Financial inclusion: India too may learn from US weather insurance firm ClimateCorp’s model

The Economic Times , Monday, October 07, 2013
Correspondent : Dhirendra Kumar, CEO, Value Research
Last week, the American chemicals and biotech giant Monsanto announced that it would acquire a company called the Climate Corporation for $930 million. Given Monsanto's controversial image in India, some people may have assumed that an outfit with a name like that would likely be a nefarious plan to achieve world domination by controlling the weather like the villain of a superhero film. Nothing of the sort.

ClimateCorp is actually a very interesting company which straddles an intersection between technology and retail financial services in an innovative way. Moreover, its approach holds an important lesson for us in India. ClimateCorp is a provider of weather insurance. However, it does so in a retail, online, productised and data-driven way.

Conventionally, weather insurance in the US has been a negotiated and large-scale service which is accessible only to big businesses. ClimateCorp, which was founded in 2006 by two ex-Google employees (funded, among others, by Google Ventures and Vinod Khosla), provides weather insurance to small farmers and agri businesses.

Anyone who needs weather insurance goes to climate.com, signs up and buys an insurance product optimised to their exact needs. If the extreme weather event they had insured against occurs, then they get the payoff with practically no further interaction.

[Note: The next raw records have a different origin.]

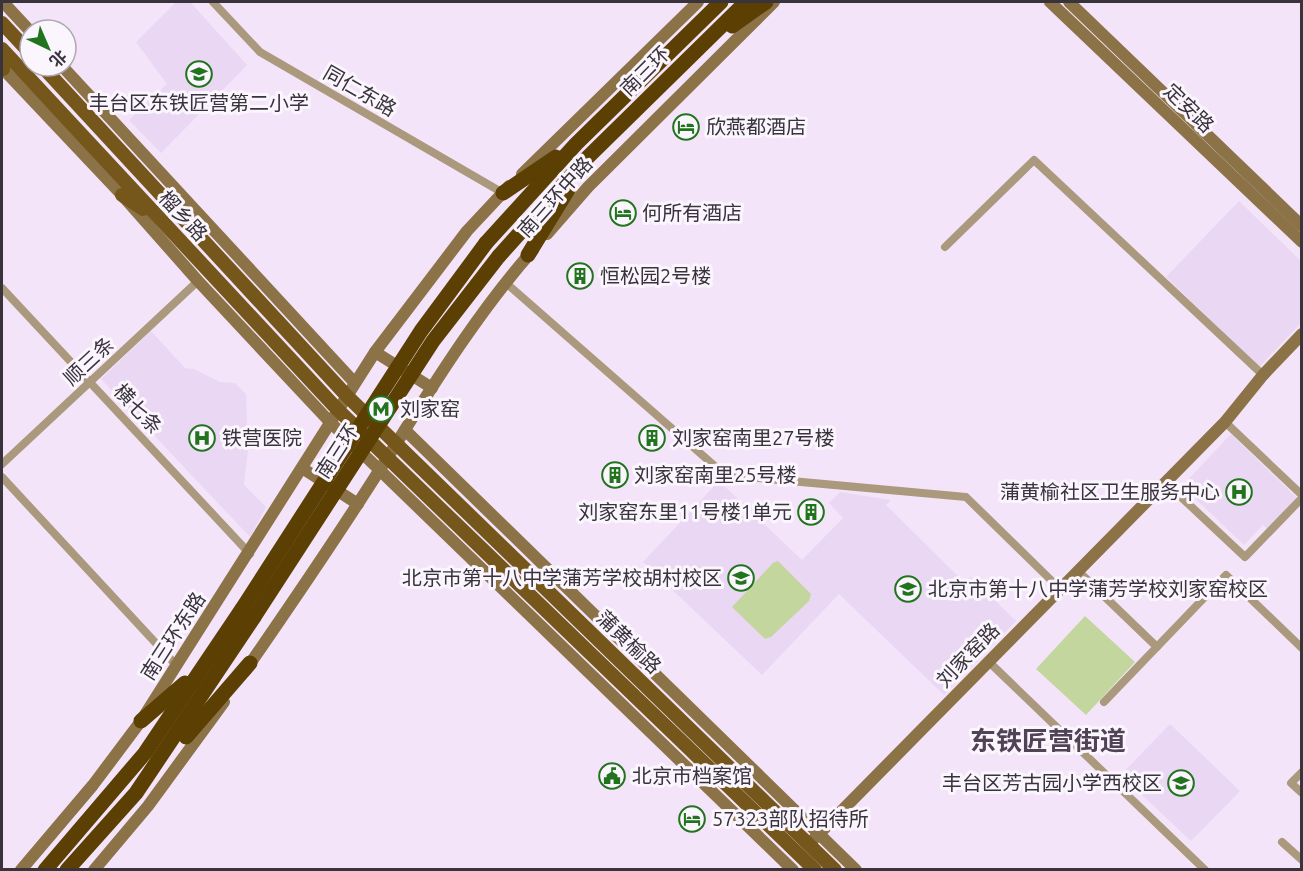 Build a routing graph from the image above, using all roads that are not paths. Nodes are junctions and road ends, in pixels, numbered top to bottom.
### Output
1 (3, 2) edge
2 (213, 2) edge
3 (698, 2) edge
4 (721, 2) edge
5 (746, 2) edge
6 (766, 2) edge
7 (774, 2) edge
8 (1050, 2) edge
9 (1069, 2) edge
10 (18, 18) edge
11 (2, 23) edge
12 (18, 40) edge
13 (2, 49) edge
14 (693, 53) junction
15 (2, 68) edge
16 (53, 78) edge
17 (74, 78) edge
18 (576, 144) junction
19 (588, 157) junction
20 (503, 193) junction
21 (122, 195) junction
22 (166, 226) junction
23 (1302, 226) edge
24 (1302, 242) edge
25 (945, 247) dead end
26 (528, 255) junction
27 (198, 281) junction
28 (506, 283) junction
29 (2, 288) edge
30 (1302, 334) edge
31 (375, 352) junction
32 (1263, 375) junction
33 (354, 382) junction
34 (90, 383) junction
35 (432, 388) junction
36 (346, 395) junction
37 (333, 415) junction
38 (1225, 422) junction
39 (405, 430) junction
40 (396, 443) junction
41 (388, 457) junction
42 (2, 464) edge
43 (302, 468) junction
44 (380, 470) junction
45 (2, 477) edge
46 (1165, 482) junction
47 (1302, 497) edge
48 (358, 504) junction
49 (250, 554) junction
50 (1078, 571) junction
51 (1060, 589) junction
52 (248, 613) junction
53 (622, 642) junction
54 (1157, 647) junction
55 (1302, 648) edge
56 (620, 660) junction
57 (989, 662) junction
58 (250, 663) junction
59 (177, 666) junction
60 (201, 669) junction
61 (1104, 702) dead end
62 (141, 721) junction
63 (1302, 772) edge
64 (136, 793) junction
65 (1302, 793) edge
66 (820, 833) junction
67 (1282, 842) dead end
68 (804, 849) junction
69 (1302, 860) edge
70 (788, 868) edge
71 (21, 870) edge
72 (45, 870) edge
73 (67, 870) edge
74 (94, 870) edge
75 (815, 870) edge
76 (835, 870) edge
77 (856, 870) edge
78 (1205, 870) edge

1 - 10 street
2 - 20 street, 同仁东路
3 - 20 street, 南三环中路
4 - 18 highway, 南三环
5 - 14 highway, 南三环
6 - 14 highway
7 - 26 street, 南三环中路
8 - 24 street, 定安路
9 - 23 street, 定安路
11 - 12 main road
13 - 22 main road, 榴乡路
14 - 19 highway, 南三环
15 - 21 street, 榴乡路
16 - 36 main road, 榴乡路
17 - 33 street, 榴乡路
18 - 20 highway
18 - 52 highway, 南三环, bridge
19 - 26 highway
19 - 52 highway, 南三环, bridge
20 - 31 street, 南三环中路
21 - 22 main road
21 - 27 street, 榴乡路
22 - 37 main road, 榴乡路
25 - 32 street
26 - 28 street, 南三环中路
27 - 34 street, 顺三条
27 - 37 street, 榴乡路
28 - 35 street, 南三环中路
28 - 51 street
29 - 34 street, 横七条
30 - 32 street, 刘家窑路
31 - 33 street, 南三环中路
31 - 35 street
32 - 38 street, 刘家窑路
33 - 36 street, 南三环中路
34 - 42 street, 顺三条
34 - 49 street, 横七条
35 - 39 street, 南三环中路
36 - 37 street, 南三环中路
36 - 40 main road, 榴乡路
37 - 41 main road, 蒲黄榆路
37 - 43 street, 南三环东路
37 - 44 street
38 - 46 street, 刘家窑路
38 - 47 street
39 - 40 street, 南三环中路
39 - 53 street
40 - 41 street, 南三环中路
40 - 56 main road, 蒲黄榆路
41 - 44 street
41 - 68 main road, 蒲黄榆路
43 - 48 street
43 - 49 street, 南三环东路
44 - 48 street
44 - 70 street
45 - 59 street
46 - 47 street
46 - 50 street, 刘家窑路
48 - 58 street
49 - 59 street, 南三环东路
50 - 51 street, 刘家窑路
50 - 54 street
51 - 57 street, 刘家窑路
52 - 60 highway, 南三环
52 - 64 highway, 南三环
53 - 56 street
53 - 66 street
54 - 55 street
54 - 61 street
56 - 68 main road, 蒲黄榆路
57 - 66 street, 刘家窑路
57 - 78 street
58 - 64 highway
58 - 74 street
59 - 62 street, 南三环东路
60 - 62 highway
60 - 72 highway, 南三环
62 - 71 street, 南三环东路
63 - 65 street
64 - 73 highway, 南三环
66 - 68 street, 刘家窑路
66 - 77 street
67 - 69 street
68 - 70 street, 刘家窑路
68 - 75 main road, 蒲黄榆路
68 - 76 main road, 蒲黄榆路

The heart of ClimateCorp is an elaborate software system for analysing weather. It has detailed historic data as well as captures micro-level weather information from a huge range of sensors. It provides adjustments for individual locations as well as gathering pace of climate change. What makes CimateCorp different from the older style of weather insurance is the innovative use of huge amounts of data (big data, as the jargon now goes) to create a new type of business.

It uses technology to serve small farmers and businesses with a critical financial service that was not available to them earlier. In other words, ClimateCorp is about financial inclusion. That's a phrase we've heard a lot in India for some years now. However, no one ever seems to connect the idea of financial inclusion to providing small businesses with simple access to sophisticated services. Take a simple service — hedging against exchange rate fluctuations.

As the macro data clearly show, being import-dependent is no longer something that happens only to big businesses. There are lakhs of small and medium-sized businesses which need protection against forex shocks. And in theory, for some years now that Indian banks have offered such services. However, the actual delivery of simple to use and understandable hedging to small businesses is zilch.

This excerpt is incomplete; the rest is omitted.